-- Dataset entries --

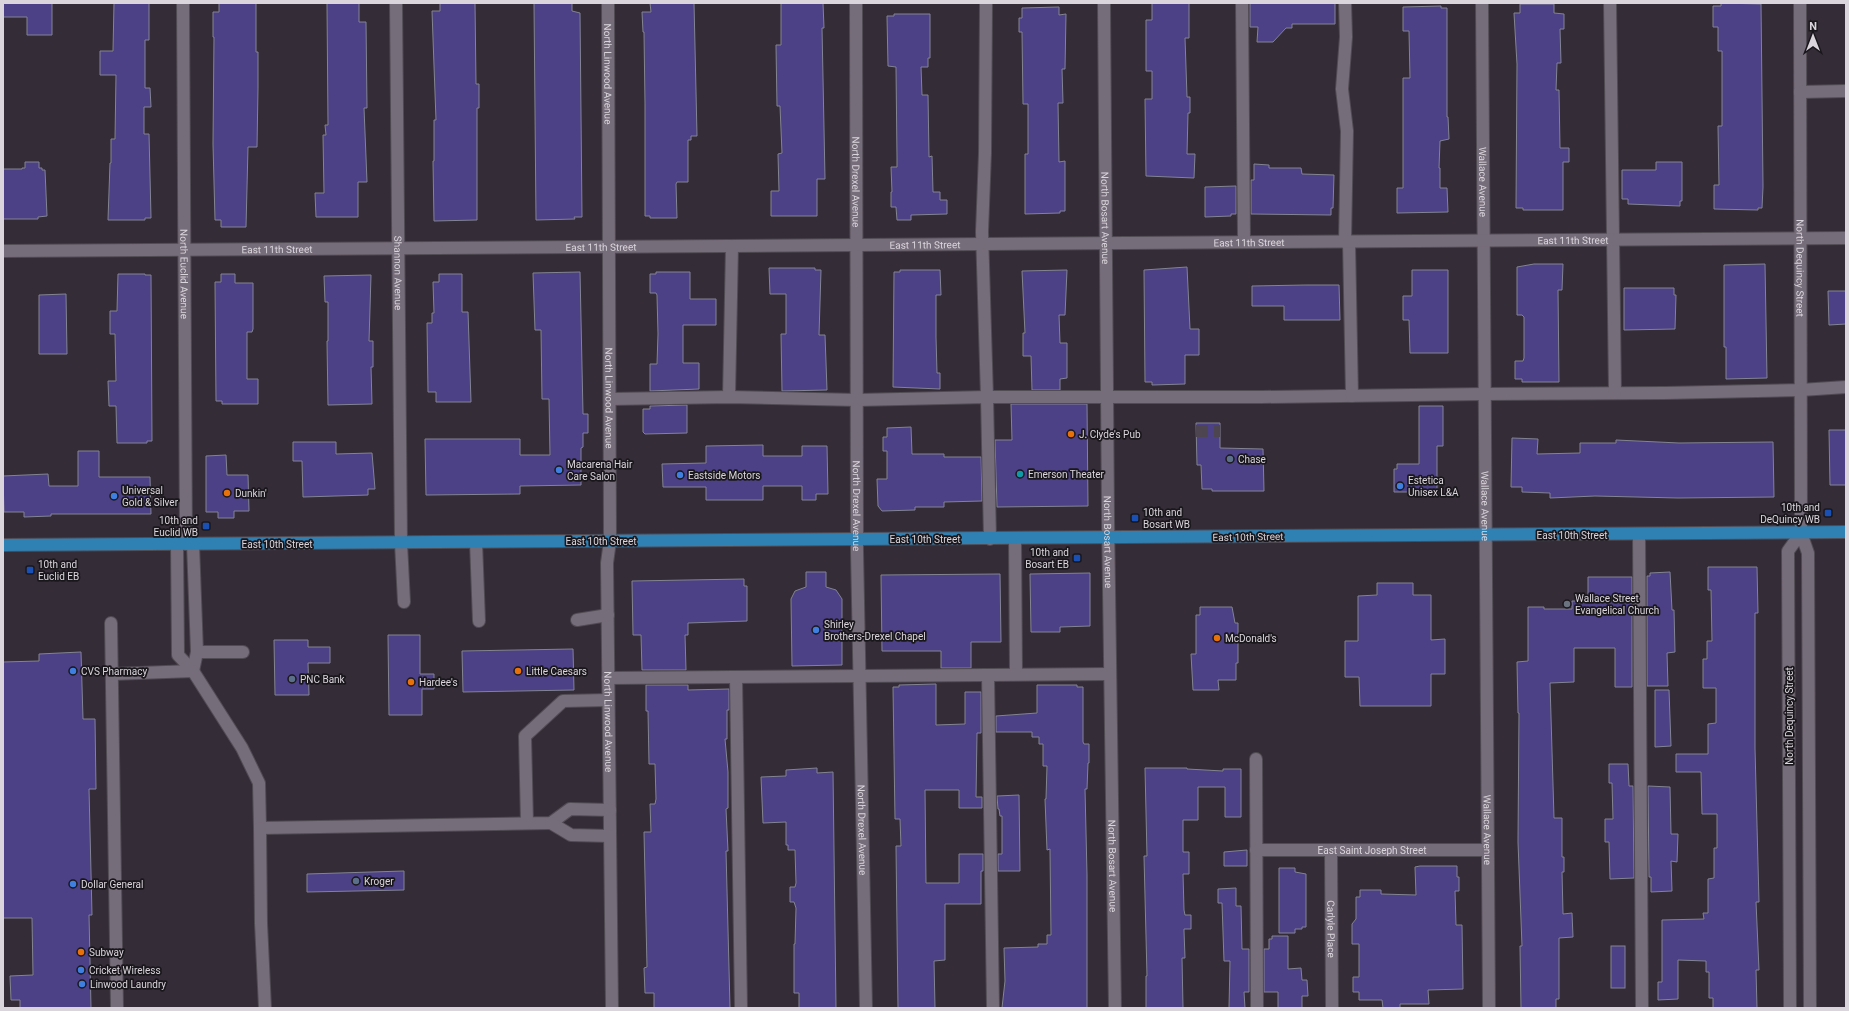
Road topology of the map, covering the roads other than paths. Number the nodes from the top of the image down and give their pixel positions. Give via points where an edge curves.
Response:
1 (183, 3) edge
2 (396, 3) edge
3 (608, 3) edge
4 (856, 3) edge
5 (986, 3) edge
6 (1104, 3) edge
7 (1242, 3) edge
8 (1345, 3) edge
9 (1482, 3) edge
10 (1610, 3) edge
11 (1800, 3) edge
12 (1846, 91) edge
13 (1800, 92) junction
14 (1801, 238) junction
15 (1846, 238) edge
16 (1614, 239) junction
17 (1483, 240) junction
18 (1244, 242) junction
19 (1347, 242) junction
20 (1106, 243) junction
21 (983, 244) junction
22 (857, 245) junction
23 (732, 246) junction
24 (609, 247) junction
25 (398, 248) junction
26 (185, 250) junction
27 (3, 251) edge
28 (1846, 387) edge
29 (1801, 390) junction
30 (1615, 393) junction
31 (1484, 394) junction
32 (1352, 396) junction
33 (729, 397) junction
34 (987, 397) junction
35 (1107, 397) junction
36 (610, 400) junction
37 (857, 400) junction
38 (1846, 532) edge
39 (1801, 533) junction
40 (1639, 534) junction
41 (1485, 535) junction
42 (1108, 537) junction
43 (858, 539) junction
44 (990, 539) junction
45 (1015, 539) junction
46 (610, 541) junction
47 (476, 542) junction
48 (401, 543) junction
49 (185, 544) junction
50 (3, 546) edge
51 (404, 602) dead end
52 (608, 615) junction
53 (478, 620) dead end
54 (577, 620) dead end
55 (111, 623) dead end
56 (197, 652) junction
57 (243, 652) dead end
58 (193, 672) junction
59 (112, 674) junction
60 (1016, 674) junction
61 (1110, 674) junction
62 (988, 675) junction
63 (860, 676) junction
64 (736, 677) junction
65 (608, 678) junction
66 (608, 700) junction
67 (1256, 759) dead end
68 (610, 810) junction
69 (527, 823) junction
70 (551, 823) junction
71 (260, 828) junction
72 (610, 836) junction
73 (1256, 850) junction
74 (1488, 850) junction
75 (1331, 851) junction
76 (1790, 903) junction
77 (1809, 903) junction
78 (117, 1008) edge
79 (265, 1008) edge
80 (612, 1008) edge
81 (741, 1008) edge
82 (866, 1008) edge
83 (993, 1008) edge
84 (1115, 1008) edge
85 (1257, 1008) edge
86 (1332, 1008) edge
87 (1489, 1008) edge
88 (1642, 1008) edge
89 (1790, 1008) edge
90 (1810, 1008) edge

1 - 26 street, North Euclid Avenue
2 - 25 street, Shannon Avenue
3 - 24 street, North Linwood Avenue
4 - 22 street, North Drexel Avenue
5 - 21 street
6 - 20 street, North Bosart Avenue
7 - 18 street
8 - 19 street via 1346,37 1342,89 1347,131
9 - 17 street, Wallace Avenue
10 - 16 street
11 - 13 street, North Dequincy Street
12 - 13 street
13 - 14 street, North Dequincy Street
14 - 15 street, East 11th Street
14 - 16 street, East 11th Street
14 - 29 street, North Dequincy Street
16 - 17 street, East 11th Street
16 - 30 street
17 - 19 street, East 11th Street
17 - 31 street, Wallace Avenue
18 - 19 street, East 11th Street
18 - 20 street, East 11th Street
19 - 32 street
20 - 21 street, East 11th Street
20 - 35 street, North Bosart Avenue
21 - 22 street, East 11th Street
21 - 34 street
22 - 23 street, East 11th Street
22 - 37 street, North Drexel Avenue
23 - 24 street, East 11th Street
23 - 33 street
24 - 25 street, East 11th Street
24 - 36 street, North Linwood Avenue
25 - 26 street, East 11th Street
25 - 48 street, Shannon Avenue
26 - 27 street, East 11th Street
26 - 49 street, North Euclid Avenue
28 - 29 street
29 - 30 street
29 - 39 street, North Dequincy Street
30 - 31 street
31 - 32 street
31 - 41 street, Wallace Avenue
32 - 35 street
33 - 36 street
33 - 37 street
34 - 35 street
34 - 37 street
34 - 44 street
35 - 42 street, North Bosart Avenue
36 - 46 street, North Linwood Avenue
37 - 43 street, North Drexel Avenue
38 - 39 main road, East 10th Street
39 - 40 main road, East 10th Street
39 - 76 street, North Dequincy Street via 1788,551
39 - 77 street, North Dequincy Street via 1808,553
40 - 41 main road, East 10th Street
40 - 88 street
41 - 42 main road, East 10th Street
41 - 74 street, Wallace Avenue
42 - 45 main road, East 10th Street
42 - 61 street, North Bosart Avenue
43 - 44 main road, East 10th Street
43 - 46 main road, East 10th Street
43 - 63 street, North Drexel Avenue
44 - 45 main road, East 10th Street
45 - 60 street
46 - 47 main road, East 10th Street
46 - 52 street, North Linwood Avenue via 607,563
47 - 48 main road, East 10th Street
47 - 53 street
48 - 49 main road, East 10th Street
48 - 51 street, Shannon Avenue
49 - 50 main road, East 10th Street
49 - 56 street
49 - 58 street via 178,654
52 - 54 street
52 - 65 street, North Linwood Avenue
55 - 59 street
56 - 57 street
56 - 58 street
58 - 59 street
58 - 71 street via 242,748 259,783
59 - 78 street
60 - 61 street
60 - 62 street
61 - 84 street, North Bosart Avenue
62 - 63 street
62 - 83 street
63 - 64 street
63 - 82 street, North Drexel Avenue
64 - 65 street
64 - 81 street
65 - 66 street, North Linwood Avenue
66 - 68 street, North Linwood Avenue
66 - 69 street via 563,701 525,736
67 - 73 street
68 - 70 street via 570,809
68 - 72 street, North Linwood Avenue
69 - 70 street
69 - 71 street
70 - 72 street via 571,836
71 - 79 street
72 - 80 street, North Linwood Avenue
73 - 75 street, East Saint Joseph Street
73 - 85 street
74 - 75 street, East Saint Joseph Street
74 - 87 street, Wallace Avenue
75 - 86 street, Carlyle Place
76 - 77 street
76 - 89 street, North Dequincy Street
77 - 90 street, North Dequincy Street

-- About this exercise --
Please print the data above in its entirety, exactly, but without any picture.

-- Task answer --
Road topology of the map, covering the roads other than paths. Number the nodes from the top of the image down and give their pixel positions. Give via points where an edge curves.
Response:
1 (183, 3) edge
2 (396, 3) edge
3 (608, 3) edge
4 (856, 3) edge
5 (986, 3) edge
6 (1104, 3) edge
7 (1242, 3) edge
8 (1345, 3) edge
9 (1482, 3) edge
10 (1610, 3) edge
11 (1800, 3) edge
12 (1846, 91) edge
13 (1800, 92) junction
14 (1801, 238) junction
15 (1846, 238) edge
16 (1614, 239) junction
17 (1483, 240) junction
18 (1244, 242) junction
19 (1347, 242) junction
20 (1106, 243) junction
21 (983, 244) junction
22 (857, 245) junction
23 (732, 246) junction
24 (609, 247) junction
25 (398, 248) junction
26 (185, 250) junction
27 (3, 251) edge
28 (1846, 387) edge
29 (1801, 390) junction
30 (1615, 393) junction
31 (1484, 394) junction
32 (1352, 396) junction
33 (729, 397) junction
34 (987, 397) junction
35 (1107, 397) junction
36 (610, 400) junction
37 (857, 400) junction
38 (1846, 532) edge
39 (1801, 533) junction
40 (1639, 534) junction
41 (1485, 535) junction
42 (1108, 537) junction
43 (858, 539) junction
44 (990, 539) junction
45 (1015, 539) junction
46 (610, 541) junction
47 (476, 542) junction
48 (401, 543) junction
49 (185, 544) junction
50 (3, 546) edge
51 (404, 602) dead end
52 (608, 615) junction
53 (478, 620) dead end
54 (577, 620) dead end
55 (111, 623) dead end
56 (197, 652) junction
57 (243, 652) dead end
58 (193, 672) junction
59 (112, 674) junction
60 (1016, 674) junction
61 (1110, 674) junction
62 (988, 675) junction
63 (860, 676) junction
64 (736, 677) junction
65 (608, 678) junction
66 (608, 700) junction
67 (1256, 759) dead end
68 (610, 810) junction
69 (527, 823) junction
70 (551, 823) junction
71 (260, 828) junction
72 (610, 836) junction
73 (1256, 850) junction
74 (1488, 850) junction
75 (1331, 851) junction
76 (1790, 903) junction
77 (1809, 903) junction
78 (117, 1008) edge
79 (265, 1008) edge
80 (612, 1008) edge
81 (741, 1008) edge
82 (866, 1008) edge
83 (993, 1008) edge
84 (1115, 1008) edge
85 (1257, 1008) edge
86 (1332, 1008) edge
87 (1489, 1008) edge
88 (1642, 1008) edge
89 (1790, 1008) edge
90 (1810, 1008) edge

1 - 26 street, North Euclid Avenue
2 - 25 street, Shannon Avenue
3 - 24 street, North Linwood Avenue
4 - 22 street, North Drexel Avenue
5 - 21 street
6 - 20 street, North Bosart Avenue
7 - 18 street
8 - 19 street via 1346,37 1342,89 1347,131
9 - 17 street, Wallace Avenue
10 - 16 street
11 - 13 street, North Dequincy Street
12 - 13 street
13 - 14 street, North Dequincy Street
14 - 15 street, East 11th Street
14 - 16 street, East 11th Street
14 - 29 street, North Dequincy Street
16 - 17 street, East 11th Street
16 - 30 street
17 - 19 street, East 11th Street
17 - 31 street, Wallace Avenue
18 - 19 street, East 11th Street
18 - 20 street, East 11th Street
19 - 32 street
20 - 21 street, East 11th Street
20 - 35 street, North Bosart Avenue
21 - 22 street, East 11th Street
21 - 34 street
22 - 23 street, East 11th Street
22 - 37 street, North Drexel Avenue
23 - 24 street, East 11th Street
23 - 33 street
24 - 25 street, East 11th Street
24 - 36 street, North Linwood Avenue
25 - 26 street, East 11th Street
25 - 48 street, Shannon Avenue
26 - 27 street, East 11th Street
26 - 49 street, North Euclid Avenue
28 - 29 street
29 - 30 street
29 - 39 street, North Dequincy Street
30 - 31 street
31 - 32 street
31 - 41 street, Wallace Avenue
32 - 35 street
33 - 36 street
33 - 37 street
34 - 35 street
34 - 37 street
34 - 44 street
35 - 42 street, North Bosart Avenue
36 - 46 street, North Linwood Avenue
37 - 43 street, North Drexel Avenue
38 - 39 main road, East 10th Street
39 - 40 main road, East 10th Street
39 - 76 street, North Dequincy Street via 1788,551
39 - 77 street, North Dequincy Street via 1808,553
40 - 41 main road, East 10th Street
40 - 88 street
41 - 42 main road, East 10th Street
41 - 74 street, Wallace Avenue
42 - 45 main road, East 10th Street
42 - 61 street, North Bosart Avenue
43 - 44 main road, East 10th Street
43 - 46 main road, East 10th Street
43 - 63 street, North Drexel Avenue
44 - 45 main road, East 10th Street
45 - 60 street
46 - 47 main road, East 10th Street
46 - 52 street, North Linwood Avenue via 607,563
47 - 48 main road, East 10th Street
47 - 53 street
48 - 49 main road, East 10th Street
48 - 51 street, Shannon Avenue
49 - 50 main road, East 10th Street
49 - 56 street
49 - 58 street via 178,654
52 - 54 street
52 - 65 street, North Linwood Avenue
55 - 59 street
56 - 57 street
56 - 58 street
58 - 59 street
58 - 71 street via 242,748 259,783
59 - 78 street
60 - 61 street
60 - 62 street
61 - 84 street, North Bosart Avenue
62 - 63 street
62 - 83 street
63 - 64 street
63 - 82 street, North Drexel Avenue
64 - 65 street
64 - 81 street
65 - 66 street, North Linwood Avenue
66 - 68 street, North Linwood Avenue
66 - 69 street via 563,701 525,736
67 - 73 street
68 - 70 street via 570,809
68 - 72 street, North Linwood Avenue
69 - 70 street
69 - 71 street
70 - 72 street via 571,836
71 - 79 street
72 - 80 street, North Linwood Avenue
73 - 75 street, East Saint Joseph Street
73 - 85 street
74 - 75 street, East Saint Joseph Street
74 - 87 street, Wallace Avenue
75 - 86 street, Carlyle Place
76 - 77 street
76 - 89 street, North Dequincy Street
77 - 90 street, North Dequincy Street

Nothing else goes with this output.